■ **GOAL OF THE EXERCISE**
Throughout the listing that follows, find each line with the word "Cinco" and copy it.
#####
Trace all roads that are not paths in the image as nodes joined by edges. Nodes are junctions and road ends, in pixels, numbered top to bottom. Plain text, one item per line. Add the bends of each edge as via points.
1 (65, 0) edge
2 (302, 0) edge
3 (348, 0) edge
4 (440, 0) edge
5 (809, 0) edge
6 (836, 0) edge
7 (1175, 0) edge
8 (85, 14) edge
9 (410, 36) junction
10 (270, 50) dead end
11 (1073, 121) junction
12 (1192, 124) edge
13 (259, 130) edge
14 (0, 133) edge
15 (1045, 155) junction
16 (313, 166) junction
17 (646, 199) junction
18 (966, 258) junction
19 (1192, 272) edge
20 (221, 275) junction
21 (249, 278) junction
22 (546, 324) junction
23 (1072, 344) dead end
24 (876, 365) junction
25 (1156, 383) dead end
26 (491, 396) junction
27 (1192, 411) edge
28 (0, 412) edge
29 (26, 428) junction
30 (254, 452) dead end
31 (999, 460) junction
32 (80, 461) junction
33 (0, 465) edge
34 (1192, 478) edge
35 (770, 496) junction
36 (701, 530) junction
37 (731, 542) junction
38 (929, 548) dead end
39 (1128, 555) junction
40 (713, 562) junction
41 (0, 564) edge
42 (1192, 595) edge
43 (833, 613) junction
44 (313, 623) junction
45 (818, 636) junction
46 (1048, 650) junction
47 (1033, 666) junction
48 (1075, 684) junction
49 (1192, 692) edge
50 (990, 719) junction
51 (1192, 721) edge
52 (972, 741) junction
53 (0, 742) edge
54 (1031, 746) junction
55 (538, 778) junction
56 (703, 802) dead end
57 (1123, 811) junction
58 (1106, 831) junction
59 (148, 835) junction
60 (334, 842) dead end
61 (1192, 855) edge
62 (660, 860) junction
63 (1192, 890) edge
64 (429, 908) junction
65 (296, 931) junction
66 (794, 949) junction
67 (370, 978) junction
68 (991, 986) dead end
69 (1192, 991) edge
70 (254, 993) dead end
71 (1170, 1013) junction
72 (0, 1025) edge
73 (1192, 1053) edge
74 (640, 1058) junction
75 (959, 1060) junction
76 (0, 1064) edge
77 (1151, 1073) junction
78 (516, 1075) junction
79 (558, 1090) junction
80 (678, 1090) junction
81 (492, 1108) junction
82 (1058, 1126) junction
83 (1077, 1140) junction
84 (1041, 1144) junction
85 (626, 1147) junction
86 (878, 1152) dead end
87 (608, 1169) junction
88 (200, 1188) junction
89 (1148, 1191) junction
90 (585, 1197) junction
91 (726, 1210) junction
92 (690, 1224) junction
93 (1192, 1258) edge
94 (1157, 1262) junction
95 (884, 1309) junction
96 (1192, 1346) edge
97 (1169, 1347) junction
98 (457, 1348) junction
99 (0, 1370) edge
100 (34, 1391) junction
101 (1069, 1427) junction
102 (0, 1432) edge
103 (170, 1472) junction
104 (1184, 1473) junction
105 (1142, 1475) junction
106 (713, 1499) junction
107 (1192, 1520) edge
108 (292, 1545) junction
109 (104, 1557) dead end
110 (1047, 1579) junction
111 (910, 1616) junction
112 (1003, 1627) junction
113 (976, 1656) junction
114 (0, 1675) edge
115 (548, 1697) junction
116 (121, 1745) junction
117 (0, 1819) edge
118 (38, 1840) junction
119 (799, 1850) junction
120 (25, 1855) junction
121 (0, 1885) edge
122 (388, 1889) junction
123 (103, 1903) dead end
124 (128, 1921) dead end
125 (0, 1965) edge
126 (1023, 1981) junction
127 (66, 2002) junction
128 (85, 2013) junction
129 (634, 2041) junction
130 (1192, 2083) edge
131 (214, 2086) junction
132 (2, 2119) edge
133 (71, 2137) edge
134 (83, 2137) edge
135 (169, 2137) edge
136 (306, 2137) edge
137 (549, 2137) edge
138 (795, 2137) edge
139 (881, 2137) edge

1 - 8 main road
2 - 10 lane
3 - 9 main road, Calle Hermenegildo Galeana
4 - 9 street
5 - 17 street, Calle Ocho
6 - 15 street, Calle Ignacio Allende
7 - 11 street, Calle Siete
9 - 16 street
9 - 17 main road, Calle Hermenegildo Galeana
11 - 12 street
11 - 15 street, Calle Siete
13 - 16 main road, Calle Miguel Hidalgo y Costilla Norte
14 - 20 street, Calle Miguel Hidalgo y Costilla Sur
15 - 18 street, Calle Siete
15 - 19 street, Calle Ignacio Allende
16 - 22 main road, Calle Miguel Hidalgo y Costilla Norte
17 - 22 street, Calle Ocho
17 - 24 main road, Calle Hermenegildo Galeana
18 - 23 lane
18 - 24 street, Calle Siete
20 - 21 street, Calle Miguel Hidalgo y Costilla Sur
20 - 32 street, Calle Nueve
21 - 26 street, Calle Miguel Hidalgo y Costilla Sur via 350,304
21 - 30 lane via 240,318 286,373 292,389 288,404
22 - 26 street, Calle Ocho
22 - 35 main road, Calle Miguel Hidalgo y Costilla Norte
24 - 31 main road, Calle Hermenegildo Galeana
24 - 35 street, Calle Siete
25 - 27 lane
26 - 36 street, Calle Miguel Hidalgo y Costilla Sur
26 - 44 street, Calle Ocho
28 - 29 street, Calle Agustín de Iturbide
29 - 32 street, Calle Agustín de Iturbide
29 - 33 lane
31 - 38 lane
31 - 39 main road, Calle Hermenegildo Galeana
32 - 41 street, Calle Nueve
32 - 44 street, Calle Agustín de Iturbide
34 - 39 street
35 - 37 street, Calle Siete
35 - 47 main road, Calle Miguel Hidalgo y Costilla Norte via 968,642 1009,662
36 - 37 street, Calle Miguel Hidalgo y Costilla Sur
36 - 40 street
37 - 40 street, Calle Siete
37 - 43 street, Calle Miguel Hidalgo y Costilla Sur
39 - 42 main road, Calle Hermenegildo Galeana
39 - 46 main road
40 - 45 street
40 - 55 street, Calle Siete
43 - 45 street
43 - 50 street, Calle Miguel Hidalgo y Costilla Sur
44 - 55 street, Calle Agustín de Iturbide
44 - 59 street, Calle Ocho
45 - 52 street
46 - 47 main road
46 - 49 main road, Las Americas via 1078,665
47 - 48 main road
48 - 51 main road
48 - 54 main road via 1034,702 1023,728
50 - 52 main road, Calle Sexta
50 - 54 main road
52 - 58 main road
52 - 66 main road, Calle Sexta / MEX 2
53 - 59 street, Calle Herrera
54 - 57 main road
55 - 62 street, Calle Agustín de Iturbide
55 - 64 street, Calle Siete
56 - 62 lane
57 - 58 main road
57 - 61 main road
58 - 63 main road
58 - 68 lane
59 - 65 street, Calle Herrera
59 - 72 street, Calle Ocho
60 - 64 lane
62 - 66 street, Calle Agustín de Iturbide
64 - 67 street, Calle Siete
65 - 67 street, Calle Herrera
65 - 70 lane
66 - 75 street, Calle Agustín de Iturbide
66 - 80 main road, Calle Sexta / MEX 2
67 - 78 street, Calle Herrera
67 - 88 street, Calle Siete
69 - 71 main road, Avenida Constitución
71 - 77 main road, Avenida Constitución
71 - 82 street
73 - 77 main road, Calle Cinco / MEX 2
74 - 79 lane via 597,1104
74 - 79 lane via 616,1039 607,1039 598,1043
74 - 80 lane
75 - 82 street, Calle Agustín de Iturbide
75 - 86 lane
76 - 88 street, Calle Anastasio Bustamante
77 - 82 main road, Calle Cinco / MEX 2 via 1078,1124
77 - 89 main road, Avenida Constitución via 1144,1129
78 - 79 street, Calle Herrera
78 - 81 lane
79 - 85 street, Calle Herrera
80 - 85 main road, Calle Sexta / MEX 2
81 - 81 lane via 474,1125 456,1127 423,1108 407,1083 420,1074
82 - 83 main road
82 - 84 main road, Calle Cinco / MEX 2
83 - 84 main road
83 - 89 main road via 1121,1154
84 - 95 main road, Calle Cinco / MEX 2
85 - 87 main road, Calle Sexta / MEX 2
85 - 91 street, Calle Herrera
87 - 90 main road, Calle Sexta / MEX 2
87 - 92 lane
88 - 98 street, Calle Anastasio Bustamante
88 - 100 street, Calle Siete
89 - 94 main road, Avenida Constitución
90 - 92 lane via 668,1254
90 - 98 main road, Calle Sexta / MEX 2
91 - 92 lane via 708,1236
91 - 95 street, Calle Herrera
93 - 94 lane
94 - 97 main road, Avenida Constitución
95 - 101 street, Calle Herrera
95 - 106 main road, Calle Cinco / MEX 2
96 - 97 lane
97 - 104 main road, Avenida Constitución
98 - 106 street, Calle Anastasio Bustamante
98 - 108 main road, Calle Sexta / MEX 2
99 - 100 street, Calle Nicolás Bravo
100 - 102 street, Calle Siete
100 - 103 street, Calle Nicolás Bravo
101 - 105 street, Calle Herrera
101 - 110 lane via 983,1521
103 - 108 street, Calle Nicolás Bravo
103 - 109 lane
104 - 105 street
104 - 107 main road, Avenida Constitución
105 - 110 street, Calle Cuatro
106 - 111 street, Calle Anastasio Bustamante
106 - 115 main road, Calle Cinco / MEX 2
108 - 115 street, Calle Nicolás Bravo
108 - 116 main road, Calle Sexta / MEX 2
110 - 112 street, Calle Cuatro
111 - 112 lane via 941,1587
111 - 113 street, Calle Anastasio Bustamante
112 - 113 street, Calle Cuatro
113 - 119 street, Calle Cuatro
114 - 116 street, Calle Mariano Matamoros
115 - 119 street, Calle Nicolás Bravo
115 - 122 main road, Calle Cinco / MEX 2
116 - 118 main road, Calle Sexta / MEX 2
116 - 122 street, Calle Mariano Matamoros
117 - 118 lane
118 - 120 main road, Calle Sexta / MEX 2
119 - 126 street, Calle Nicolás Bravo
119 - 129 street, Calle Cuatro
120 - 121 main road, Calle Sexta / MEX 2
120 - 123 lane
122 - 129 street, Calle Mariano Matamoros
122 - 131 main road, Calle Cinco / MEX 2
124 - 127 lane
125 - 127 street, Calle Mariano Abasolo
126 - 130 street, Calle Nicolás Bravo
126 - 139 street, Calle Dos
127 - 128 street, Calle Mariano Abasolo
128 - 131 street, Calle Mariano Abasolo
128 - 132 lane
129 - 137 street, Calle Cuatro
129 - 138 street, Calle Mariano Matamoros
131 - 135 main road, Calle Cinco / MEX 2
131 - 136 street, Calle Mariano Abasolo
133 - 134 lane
#####
■ **EXERCISE OUTPUT**
73 - 77 main road, Calle Cinco / MEX 2
77 - 82 main road, Calle Cinco / MEX 2 via 1078,1124
82 - 84 main road, Calle Cinco / MEX 2
84 - 95 main road, Calle Cinco / MEX 2
95 - 106 main road, Calle Cinco / MEX 2
106 - 115 main road, Calle Cinco / MEX 2
115 - 122 main road, Calle Cinco / MEX 2
122 - 131 main road, Calle Cinco / MEX 2
131 - 135 main road, Calle Cinco / MEX 2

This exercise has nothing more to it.